The baseline healthcare system is struggling to extend coverage for many individuals and suffers from multiple coverage gaps where, for instance, individuals earn too much to be covered by Medicaid but earn too little to be covered by supplemental insurance. This gap is increasing ever so largely and continues to be an unacceptable threat to those who need improved life-saving medication. We can begin to address this issue by understanding that this problem affects every single one of us. With pharma prices set to rise by an additional 6.3% by the end of this year, more and more individuals, many of which are college-aged, will be stripped of the right to access proper healthcare in the form of necessary pharmaceuticals. Spreading the word on this issue through social media is a good start, in addition to emphasizing the urgent nature of the issue. This can be done through contacting different philanthropy groups on campuses and raising money to help reduce out of pocket costs for individuals unable to keep up with the rising pharmaceutical prices.

To address this problem at the macro policy level, policy makers should use European models as templates. This cost effectiveness scale used by Britain can be potentially be applied at a state level where, to begin with, each state utilizes some sort of regulatory mechanism to promote higher quality pharmaceuticals. To prevent rising costs of generic drugs, the United States may look to set its prices based on the set-price method that most of Europe uses. This will reduce the burden that many European countries place on the United States in free riding its willingness to pay higher prices. This is easier said than done, however, as seen by the Obama administration’s failure to advance a similar plan in 2016 due to pressure from pharmaceutical companies, doctors and patients[6].
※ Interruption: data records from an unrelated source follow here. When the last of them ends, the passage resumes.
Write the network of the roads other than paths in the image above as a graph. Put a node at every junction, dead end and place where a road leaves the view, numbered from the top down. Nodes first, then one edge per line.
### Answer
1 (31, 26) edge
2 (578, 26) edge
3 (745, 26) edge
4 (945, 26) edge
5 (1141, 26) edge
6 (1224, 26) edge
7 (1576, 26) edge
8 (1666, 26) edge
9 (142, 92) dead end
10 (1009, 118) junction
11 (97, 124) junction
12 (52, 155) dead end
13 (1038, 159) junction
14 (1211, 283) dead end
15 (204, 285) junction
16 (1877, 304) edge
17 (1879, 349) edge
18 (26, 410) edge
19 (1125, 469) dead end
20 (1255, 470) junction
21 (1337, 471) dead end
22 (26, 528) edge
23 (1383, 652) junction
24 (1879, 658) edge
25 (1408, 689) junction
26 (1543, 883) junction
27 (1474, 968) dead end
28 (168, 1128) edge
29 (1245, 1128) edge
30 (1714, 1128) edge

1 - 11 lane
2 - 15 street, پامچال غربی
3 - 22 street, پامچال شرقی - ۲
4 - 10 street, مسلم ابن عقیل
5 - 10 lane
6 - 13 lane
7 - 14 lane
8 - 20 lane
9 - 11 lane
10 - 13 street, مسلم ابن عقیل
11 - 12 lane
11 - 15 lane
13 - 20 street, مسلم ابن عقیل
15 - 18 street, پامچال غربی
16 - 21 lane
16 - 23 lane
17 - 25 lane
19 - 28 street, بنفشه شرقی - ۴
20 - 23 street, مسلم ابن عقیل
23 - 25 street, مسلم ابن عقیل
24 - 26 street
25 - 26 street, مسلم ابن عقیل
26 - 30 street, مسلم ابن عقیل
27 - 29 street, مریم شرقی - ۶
With this in mind, it may be vital for the United States to develop cost-effectiveness scales for different classes of drugs and begin to use the European methods to “set” prices of generic drugs to market level. Lastly, it may become inevitable to push for a universal healthcare system that guarantees prescription drug coverage for all. Otherwise, patients will be forced to navigate the wide-ranging multiple payer systems available in the current market, resulting in prescription and generic drug prices continuing to rise beyond what patients and providers can afford. In the long run, a push for competition in the pharmaceutical industry as well as reform in how individuals are covered by their respective insurance companies would likely make drastic improvements.